Collected data
Content starts

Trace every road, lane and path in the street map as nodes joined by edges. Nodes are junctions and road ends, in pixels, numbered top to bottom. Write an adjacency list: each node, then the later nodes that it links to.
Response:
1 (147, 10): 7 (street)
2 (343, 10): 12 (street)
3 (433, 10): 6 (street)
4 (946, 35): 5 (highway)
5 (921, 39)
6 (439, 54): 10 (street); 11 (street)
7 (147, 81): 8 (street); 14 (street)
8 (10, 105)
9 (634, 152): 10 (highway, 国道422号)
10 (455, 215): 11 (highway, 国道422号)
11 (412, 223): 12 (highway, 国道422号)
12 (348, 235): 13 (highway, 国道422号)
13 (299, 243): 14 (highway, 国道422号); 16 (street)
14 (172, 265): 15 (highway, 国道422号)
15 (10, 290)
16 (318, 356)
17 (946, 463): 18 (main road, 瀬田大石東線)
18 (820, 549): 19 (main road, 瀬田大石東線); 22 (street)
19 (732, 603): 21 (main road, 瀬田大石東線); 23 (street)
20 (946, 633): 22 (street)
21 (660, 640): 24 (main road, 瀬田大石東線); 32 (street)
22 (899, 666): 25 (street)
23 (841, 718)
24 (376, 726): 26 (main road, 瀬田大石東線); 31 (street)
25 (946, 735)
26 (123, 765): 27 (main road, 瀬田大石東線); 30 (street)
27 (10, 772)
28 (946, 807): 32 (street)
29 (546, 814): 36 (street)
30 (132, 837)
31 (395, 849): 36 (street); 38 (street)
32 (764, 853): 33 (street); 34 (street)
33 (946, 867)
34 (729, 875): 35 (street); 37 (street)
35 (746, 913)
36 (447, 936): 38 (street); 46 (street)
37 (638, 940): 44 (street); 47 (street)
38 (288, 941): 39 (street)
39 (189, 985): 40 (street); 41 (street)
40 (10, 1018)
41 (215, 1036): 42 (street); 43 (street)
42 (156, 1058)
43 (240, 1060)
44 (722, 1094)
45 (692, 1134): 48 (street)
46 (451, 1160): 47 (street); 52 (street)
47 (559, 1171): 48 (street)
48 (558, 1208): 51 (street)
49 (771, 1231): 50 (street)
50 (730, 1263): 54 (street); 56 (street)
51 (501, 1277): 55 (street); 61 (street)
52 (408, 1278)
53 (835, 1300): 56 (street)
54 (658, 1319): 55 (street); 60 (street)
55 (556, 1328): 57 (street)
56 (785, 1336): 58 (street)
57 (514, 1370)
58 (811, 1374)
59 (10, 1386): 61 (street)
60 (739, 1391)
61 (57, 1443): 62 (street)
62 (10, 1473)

Content ends

## ASSIGNED TASK
Without altering a single word, transcribe the entries above.

## TASK OUTPUT
Trace every road, lane and path in the street map as nodes joined by edges. Nodes are junctions and road ends, in pixels, numbered top to bottom. Write an adjacency list: each node, then the later nodes that it links to.
Response:
1 (147, 10): 7 (street)
2 (343, 10): 12 (street)
3 (433, 10): 6 (street)
4 (946, 35): 5 (highway)
5 (921, 39)
6 (439, 54): 10 (street); 11 (street)
7 (147, 81): 8 (street); 14 (street)
8 (10, 105)
9 (634, 152): 10 (highway, 国道422号)
10 (455, 215): 11 (highway, 国道422号)
11 (412, 223): 12 (highway, 国道422号)
12 (348, 235): 13 (highway, 国道422号)
13 (299, 243): 14 (highway, 国道422号); 16 (street)
14 (172, 265): 15 (highway, 国道422号)
15 (10, 290)
16 (318, 356)
17 (946, 463): 18 (main road, 瀬田大石東線)
18 (820, 549): 19 (main road, 瀬田大石東線); 22 (street)
19 (732, 603): 21 (main road, 瀬田大石東線); 23 (street)
20 (946, 633): 22 (street)
21 (660, 640): 24 (main road, 瀬田大石東線); 32 (street)
22 (899, 666): 25 (street)
23 (841, 718)
24 (376, 726): 26 (main road, 瀬田大石東線); 31 (street)
25 (946, 735)
26 (123, 765): 27 (main road, 瀬田大石東線); 30 (street)
27 (10, 772)
28 (946, 807): 32 (street)
29 (546, 814): 36 (street)
30 (132, 837)
31 (395, 849): 36 (street); 38 (street)
32 (764, 853): 33 (street); 34 (street)
33 (946, 867)
34 (729, 875): 35 (street); 37 (street)
35 (746, 913)
36 (447, 936): 38 (street); 46 (street)
37 (638, 940): 44 (street); 47 (street)
38 (288, 941): 39 (street)
39 (189, 985): 40 (street); 41 (street)
40 (10, 1018)
41 (215, 1036): 42 (street); 43 (street)
42 (156, 1058)
43 (240, 1060)
44 (722, 1094)
45 (692, 1134): 48 (street)
46 (451, 1160): 47 (street); 52 (street)
47 (559, 1171): 48 (street)
48 (558, 1208): 51 (street)
49 (771, 1231): 50 (street)
50 (730, 1263): 54 (street); 56 (street)
51 (501, 1277): 55 (street); 61 (street)
52 (408, 1278)
53 (835, 1300): 56 (street)
54 (658, 1319): 55 (street); 60 (street)
55 (556, 1328): 57 (street)
56 (785, 1336): 58 (street)
57 (514, 1370)
58 (811, 1374)
59 (10, 1386): 61 (street)
60 (739, 1391)
61 (57, 1443): 62 (street)
62 (10, 1473)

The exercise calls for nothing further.